In general, Article 118 of the Convention must be given a reasonable interpretation. It was intended, in the interests of prisoners, to place an obligation in principle on the detaining State to repatriate on the cessation of hostilities and to take positive steps to that end, such as the provision of the necessary facilities. It was in particular intended to break away from what used previously to be the rule, that in the absence of special agreement no obligation to repatriate prisoners arose merely on the cessation of active hostilities, but only on the actual conclusion of peace, when the prisoners would in any event cease to have the status of prisoners of war. It was designed to ensure that henceforth the cessation of hostilities would itself automatically result in the repatriation of all prisoners. To read into this art obligation on the detaining State to force a prisoner to return against his reasonable wishes would, however, be to go altogether beyond anything the provision was intended to achieve, and would be contrary to the whole spirit of the Convention, which was designed primarily in the interests of the prisoners themselves.

VISCOUNT SAMUEL

I thank the noble Marquess for his full reply.

LORD VANSITTART

My Lords, arising out of this reference to the Soviet Government, could we not stress rather more than we do the fact that, since the war, the Soviet Government have retained over 400,000 Japanese prisoners of war, and that the number of German prisoners of war retained and unaccounted for runs into seven figures?

VISCOUNT SIMON

My Lords, arising out of the answer of the noble Marquess, may I ask whether he has observed that at the end of the first German war there was an armistice, of thirty days I think, but there was no question of a general exchange of prisoners of war because an armistice had been arranged? On the contrary, the provision for the repatriation of prisoners appears as an Article in the Treaty of Versailles.
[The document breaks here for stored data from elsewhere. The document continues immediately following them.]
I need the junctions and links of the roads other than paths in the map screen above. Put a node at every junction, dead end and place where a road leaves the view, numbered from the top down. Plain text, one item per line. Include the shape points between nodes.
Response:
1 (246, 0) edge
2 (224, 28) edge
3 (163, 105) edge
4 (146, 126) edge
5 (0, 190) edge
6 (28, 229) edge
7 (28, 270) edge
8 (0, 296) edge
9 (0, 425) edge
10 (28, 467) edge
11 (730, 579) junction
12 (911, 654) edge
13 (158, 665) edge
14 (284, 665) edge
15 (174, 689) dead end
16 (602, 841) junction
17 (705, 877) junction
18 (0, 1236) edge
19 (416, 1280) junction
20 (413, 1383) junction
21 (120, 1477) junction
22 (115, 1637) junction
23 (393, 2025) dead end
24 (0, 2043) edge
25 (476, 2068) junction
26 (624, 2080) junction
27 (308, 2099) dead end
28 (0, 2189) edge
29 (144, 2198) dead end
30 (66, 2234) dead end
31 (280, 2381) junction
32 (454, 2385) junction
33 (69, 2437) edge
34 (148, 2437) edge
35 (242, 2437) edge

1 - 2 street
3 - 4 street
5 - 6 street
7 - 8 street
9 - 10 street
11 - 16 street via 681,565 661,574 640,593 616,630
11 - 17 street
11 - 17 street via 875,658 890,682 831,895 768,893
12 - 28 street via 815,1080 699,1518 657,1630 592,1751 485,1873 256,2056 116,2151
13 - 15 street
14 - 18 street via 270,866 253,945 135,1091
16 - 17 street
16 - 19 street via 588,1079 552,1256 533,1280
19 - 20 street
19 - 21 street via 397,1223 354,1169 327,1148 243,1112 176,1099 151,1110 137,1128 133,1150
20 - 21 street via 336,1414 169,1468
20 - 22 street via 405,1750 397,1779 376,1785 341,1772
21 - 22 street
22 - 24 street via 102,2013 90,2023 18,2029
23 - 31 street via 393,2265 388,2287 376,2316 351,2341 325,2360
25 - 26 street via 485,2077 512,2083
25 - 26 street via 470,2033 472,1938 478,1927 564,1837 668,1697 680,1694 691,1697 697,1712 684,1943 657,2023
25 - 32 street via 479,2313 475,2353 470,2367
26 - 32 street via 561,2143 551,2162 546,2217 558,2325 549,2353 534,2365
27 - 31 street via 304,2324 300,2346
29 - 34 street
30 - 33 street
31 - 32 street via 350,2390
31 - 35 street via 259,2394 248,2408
Is that not the true relation between the duty to repatriate prisoners at the end of belligerency as opposed to the idea that there is a duty to return prisoners merely because an armistice is arrived at?

THE MARQUESS OF READING

My Lords, I think that was the conception which was current before this 1949 Convention was arrived at, but, as I understand the position, the 1949 Convention was designed to change that situation in the sense that I have given in my answer to the noble Viscount, and to introduce the system whereby the end of actual hostilities was the moment at which prisoners became eligible for return, and not the conclusion of an actual treaty of peace when, as I said, they cease to have the status of prisoners of war at all.

VISCOUNT SIMON

I am much obliged to the noble Marquess. What I ventured to suggest was not intended in criticism of his very full statement. But has the noble Marquess not observed that in Oppenheim's International Law, the seventh edition, second volume, in the part of the book which deals with armistices the learned author points out, at page 392, that the provision in the 1949 Convention was really aimed to cure a situation that arose after the second German war when, notwithstanding that all belligerency had ceased, prisoners of war remained for an indefinite time in the hands of the former belligerents? The learned author, I think, there points out that that is the reason why the Geneva Convention was made, and it would be quite wrong to interpret this provision in the Convention of 1949 as though it altered the ordinary practice as to the time when prisoners of war were due to be repatriated. May I point out that, if that is not so, an armistice, which is a "cease fire," loses all its meaning, for if, merely because you have arranged a "cease fire," you enter into an immediate obligation to return, it may be, hundreds of thousands of fighting men, then it is not a "cease fire"; it is an alteration of the situation for the benefit of one side or the other.

THE MARQUESS OF READING

I am much obliged to the noble and learned Viscount. The point that he raised has, of course, been observed and I appreciate the considerations which he has brought to your Lordships' attention.

LORD HANKEY

Could the noble Marquess say how many of the belligerents, have ratified the 1949 Convention? I only ask for information.

THE MARQUESS OF READING

I am afraid I have not the information with me.